This filing was published in the 05/15/2009, issue, Vol. 2009, No. 10, of the Utah State Bulletin.

Health, Health Care Financing, Coverage and Reimbursement Policy

R414-200

Non-Traditional Medicaid Health Plan Services

NOTICE OF PROPOSED RULE

DAR File No.: 32621
Filed: 04/30/2009, 04:21
Received by: NL

RULE ANALYSIS

Purpose of the rule or reason for the change:

The purpose of this rule change is to reinstate physical therapy and occupational therapy services to eligible Non-Traditional Medicaid clients.

Summary of the rule or change:

This rule change restores physical therapy and occupational therapy services to Non-Traditional Medicaid clients.

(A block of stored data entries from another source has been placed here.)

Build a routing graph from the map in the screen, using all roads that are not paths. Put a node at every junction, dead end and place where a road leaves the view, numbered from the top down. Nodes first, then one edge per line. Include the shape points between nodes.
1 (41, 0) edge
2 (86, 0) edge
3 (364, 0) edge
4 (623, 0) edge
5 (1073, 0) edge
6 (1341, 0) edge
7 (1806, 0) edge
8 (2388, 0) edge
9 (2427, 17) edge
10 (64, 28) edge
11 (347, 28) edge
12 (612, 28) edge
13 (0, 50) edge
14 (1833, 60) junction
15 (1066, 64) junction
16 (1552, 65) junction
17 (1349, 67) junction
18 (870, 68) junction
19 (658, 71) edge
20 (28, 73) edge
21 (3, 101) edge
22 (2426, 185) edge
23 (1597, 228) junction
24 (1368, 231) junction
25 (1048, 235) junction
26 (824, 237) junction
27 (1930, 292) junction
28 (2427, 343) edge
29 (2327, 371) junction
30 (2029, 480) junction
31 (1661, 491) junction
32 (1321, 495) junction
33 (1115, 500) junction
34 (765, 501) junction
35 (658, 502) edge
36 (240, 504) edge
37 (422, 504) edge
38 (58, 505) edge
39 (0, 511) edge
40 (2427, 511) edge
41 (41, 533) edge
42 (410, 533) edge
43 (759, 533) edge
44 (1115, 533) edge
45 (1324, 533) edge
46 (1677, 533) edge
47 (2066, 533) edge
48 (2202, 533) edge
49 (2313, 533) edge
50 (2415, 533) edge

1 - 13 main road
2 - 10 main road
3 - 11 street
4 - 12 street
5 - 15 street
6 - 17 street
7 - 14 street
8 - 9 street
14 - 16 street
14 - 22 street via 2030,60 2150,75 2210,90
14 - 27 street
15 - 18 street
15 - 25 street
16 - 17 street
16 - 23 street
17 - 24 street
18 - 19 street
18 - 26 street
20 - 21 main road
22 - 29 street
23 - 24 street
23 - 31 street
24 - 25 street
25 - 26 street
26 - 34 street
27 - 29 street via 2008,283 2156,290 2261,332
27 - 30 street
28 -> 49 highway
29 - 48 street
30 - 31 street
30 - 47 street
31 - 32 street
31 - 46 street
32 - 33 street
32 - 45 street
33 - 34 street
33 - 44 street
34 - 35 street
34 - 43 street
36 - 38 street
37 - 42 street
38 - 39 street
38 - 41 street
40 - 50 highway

State statutory or constitutional authorization for this rule:

Section 26-18-3

Anticipated cost or savings to:

the state budget:

The restoration of physical therapy and occupational therapy will result in increased costs to the General Fund and to the federal budget. Estimates of these costs are listed in the companion filing to this proposed rule (Section R414-21-2). (DAR NOTE: The proposed amendment to Section R414-21-2 is under DAR No. 32619 in this issue, May 15, 2009, of the Bulletin.)

local governments:

This change does not impact local governments because they do not fund or provide physical therapy and occupational therapy services to Non-Traditional Medicaid clients.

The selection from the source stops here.